Requirement: Copy the entries word for word. Keep the pictures out.

[Records drawn from a dataset]

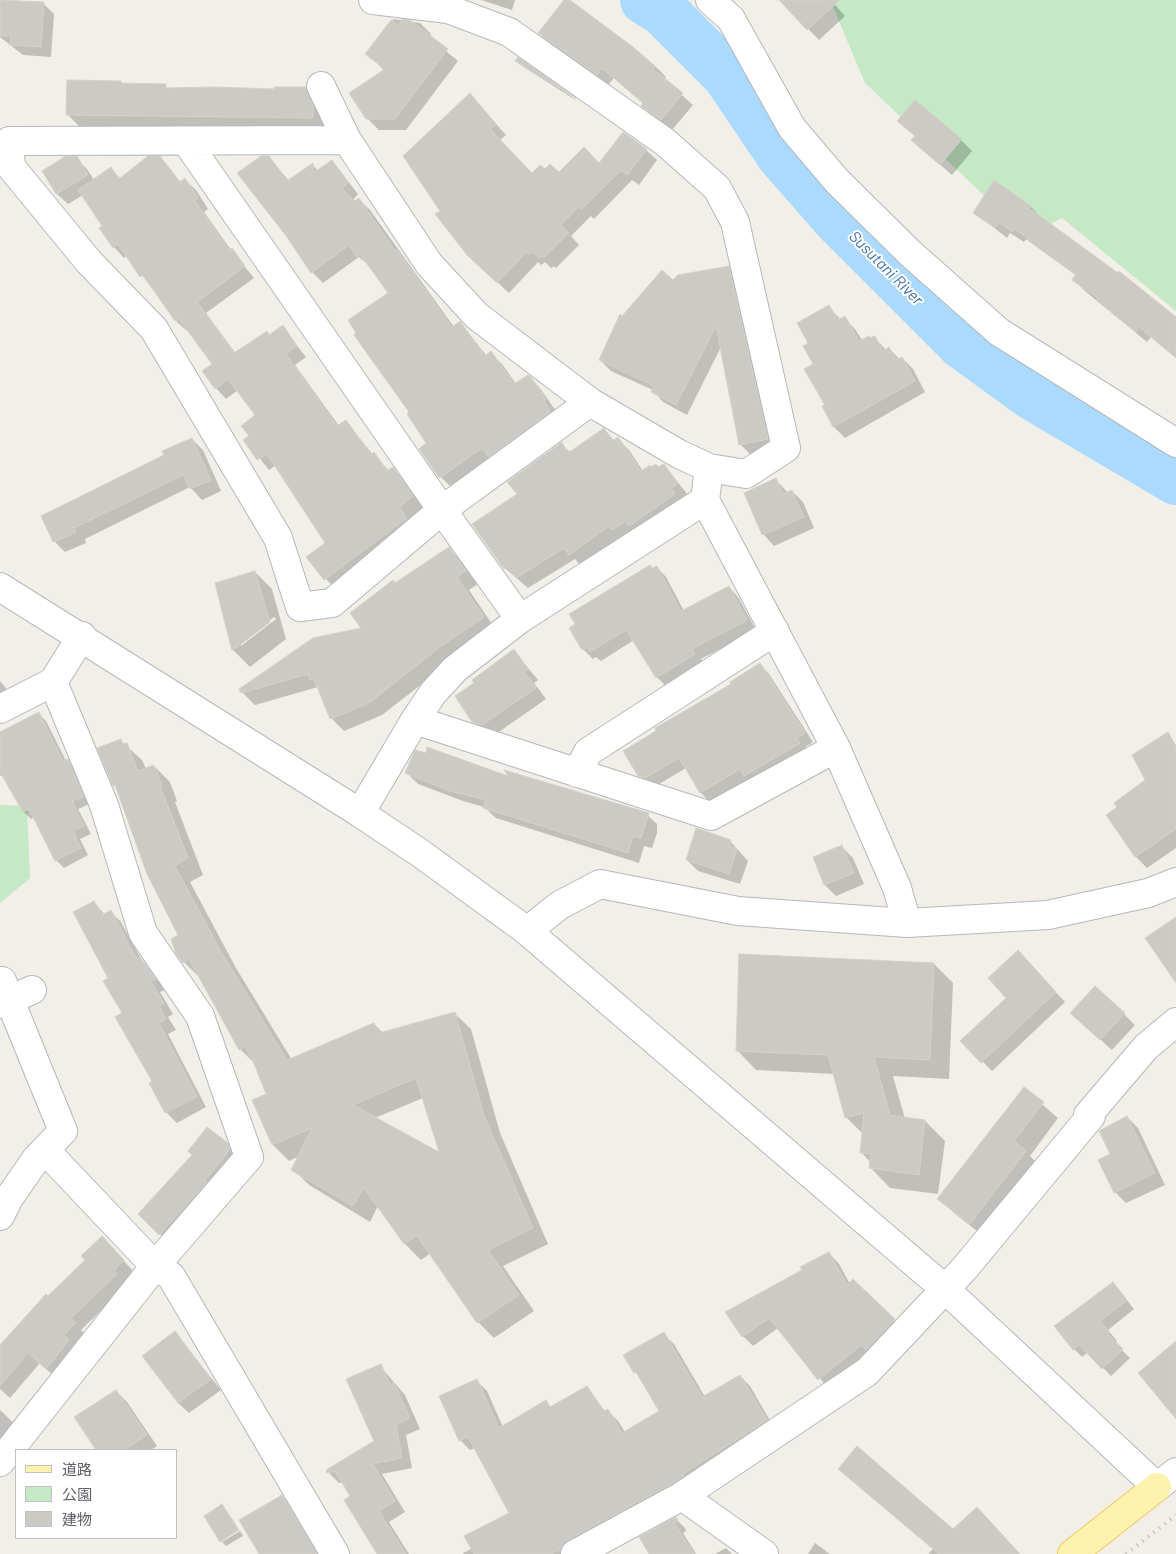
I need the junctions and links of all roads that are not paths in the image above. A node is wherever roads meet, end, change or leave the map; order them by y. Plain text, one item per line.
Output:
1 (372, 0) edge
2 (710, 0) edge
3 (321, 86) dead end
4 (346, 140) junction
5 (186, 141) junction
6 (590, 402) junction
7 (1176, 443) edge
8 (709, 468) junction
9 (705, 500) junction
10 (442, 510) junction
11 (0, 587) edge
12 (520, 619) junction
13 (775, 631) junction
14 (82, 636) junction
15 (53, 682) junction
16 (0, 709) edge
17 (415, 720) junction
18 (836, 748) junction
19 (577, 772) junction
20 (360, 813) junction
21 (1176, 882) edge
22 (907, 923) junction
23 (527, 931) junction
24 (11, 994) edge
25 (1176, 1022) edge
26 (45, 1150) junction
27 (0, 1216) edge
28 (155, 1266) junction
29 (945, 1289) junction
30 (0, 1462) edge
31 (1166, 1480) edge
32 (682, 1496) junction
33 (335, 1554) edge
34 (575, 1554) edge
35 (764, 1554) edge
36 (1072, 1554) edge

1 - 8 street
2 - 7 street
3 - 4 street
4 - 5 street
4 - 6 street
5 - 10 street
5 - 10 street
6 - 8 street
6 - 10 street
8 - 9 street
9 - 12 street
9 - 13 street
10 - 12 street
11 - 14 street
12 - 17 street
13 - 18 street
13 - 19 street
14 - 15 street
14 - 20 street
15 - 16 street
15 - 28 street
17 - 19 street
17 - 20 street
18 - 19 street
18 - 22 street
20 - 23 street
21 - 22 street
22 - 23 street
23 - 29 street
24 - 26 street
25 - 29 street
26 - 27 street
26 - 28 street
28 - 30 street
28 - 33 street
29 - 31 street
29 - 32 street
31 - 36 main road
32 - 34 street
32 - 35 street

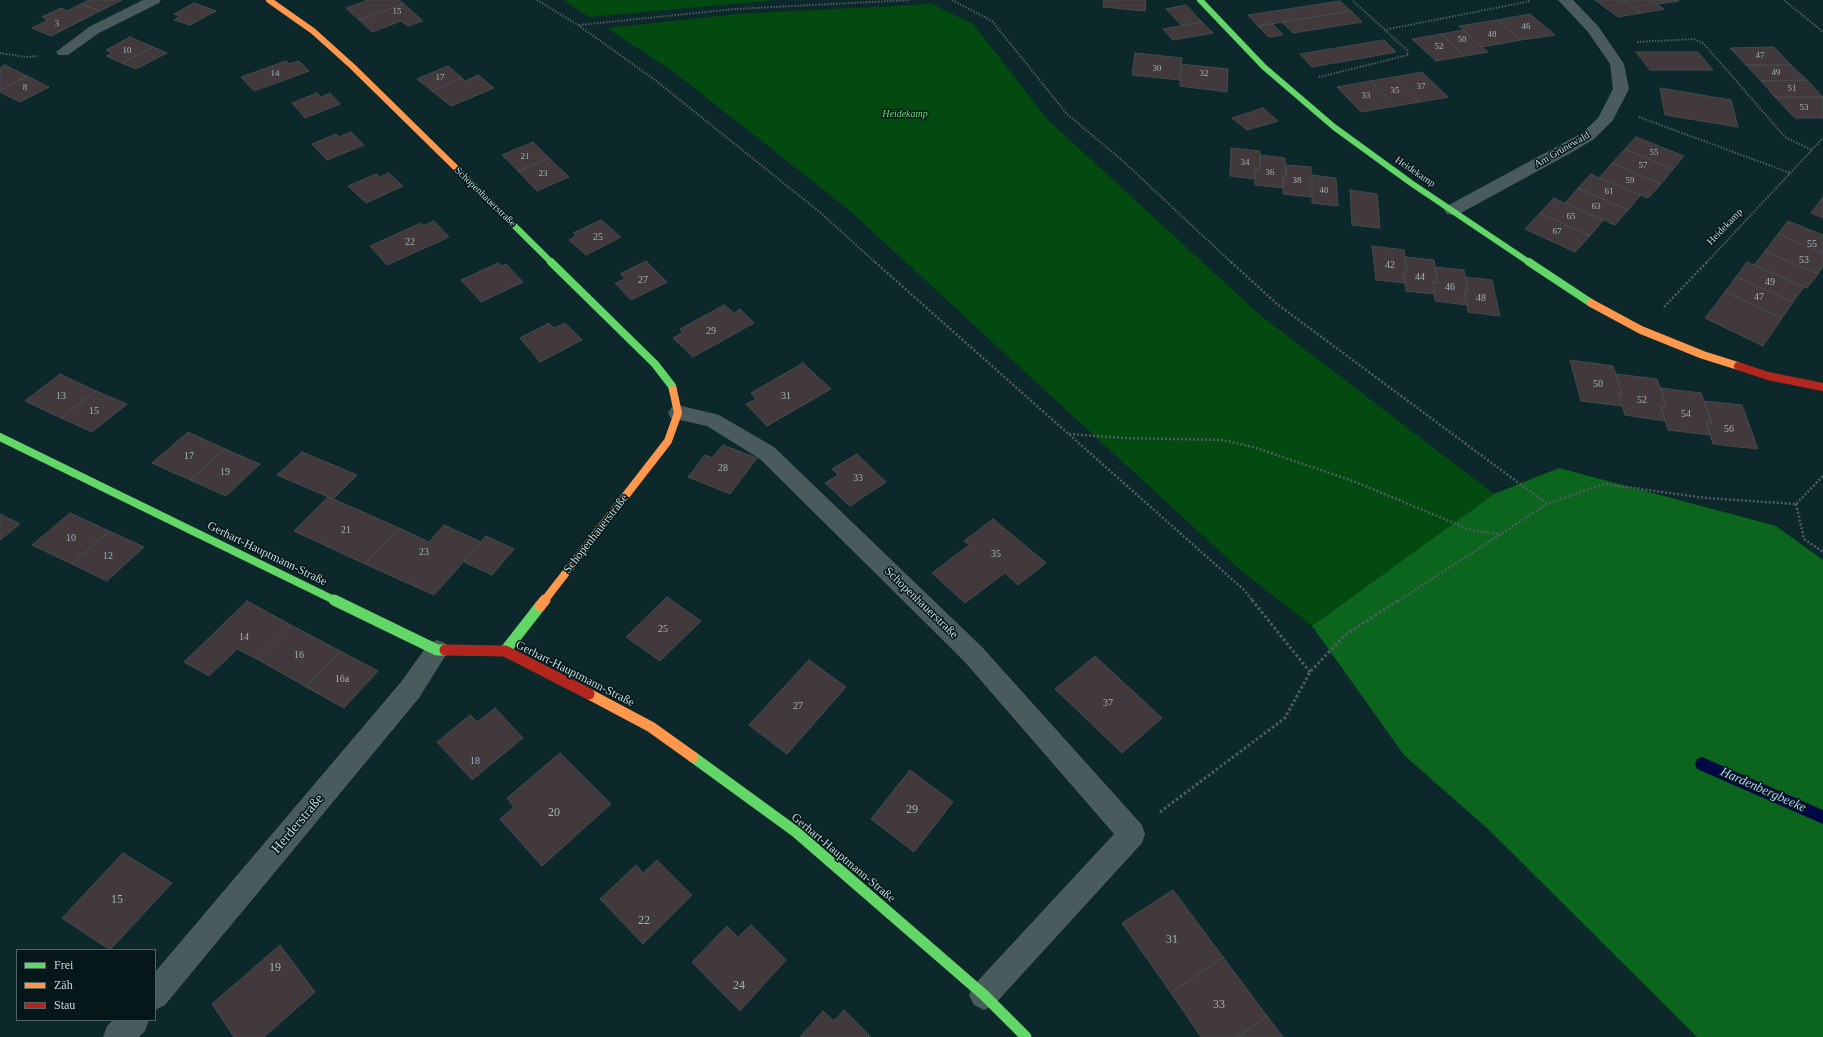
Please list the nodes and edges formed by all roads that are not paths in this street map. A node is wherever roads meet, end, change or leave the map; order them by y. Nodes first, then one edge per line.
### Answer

Exercise result:
I need the junctions and links of all roads that are not paths in the image above. A node is wherever roads meet, end, change or leave the map; order them by y. Plain text, one item per line.
Output:
1 (372, 0) edge
2 (710, 0) edge
3 (321, 86) dead end
4 (346, 140) junction
5 (186, 141) junction
6 (590, 402) junction
7 (1176, 443) edge
8 (709, 468) junction
9 (705, 500) junction
10 (442, 510) junction
11 (0, 587) edge
12 (520, 619) junction
13 (775, 631) junction
14 (82, 636) junction
15 (53, 682) junction
16 (0, 709) edge
17 (415, 720) junction
18 (836, 748) junction
19 (577, 772) junction
20 (360, 813) junction
21 (1176, 882) edge
22 (907, 923) junction
23 (527, 931) junction
24 (11, 994) edge
25 (1176, 1022) edge
26 (45, 1150) junction
27 (0, 1216) edge
28 (155, 1266) junction
29 (945, 1289) junction
30 (0, 1462) edge
31 (1166, 1480) edge
32 (682, 1496) junction
33 (335, 1554) edge
34 (575, 1554) edge
35 (764, 1554) edge
36 (1072, 1554) edge

1 - 8 street
2 - 7 street
3 - 4 street
4 - 5 street
4 - 6 street
5 - 10 street
5 - 10 street
6 - 8 street
6 - 10 street
8 - 9 street
9 - 12 street
9 - 13 street
10 - 12 street
11 - 14 street
12 - 17 street
13 - 18 street
13 - 19 street
14 - 15 street
14 - 20 street
15 - 16 street
15 - 28 street
17 - 19 street
17 - 20 street
18 - 19 street
18 - 22 street
20 - 23 street
21 - 22 street
22 - 23 street
23 - 29 street
24 - 26 street
25 - 29 street
26 - 27 street
26 - 28 street
28 - 30 street
28 - 33 street
29 - 31 street
29 - 32 street
31 - 36 main road
32 - 34 street
32 - 35 street

Please list the nodes and edges formed by all roads that are not paths in this street map. A node is wherever roads meet, end, change or leave the map; order them by y. Nodes first, then one edge per line.
### Answer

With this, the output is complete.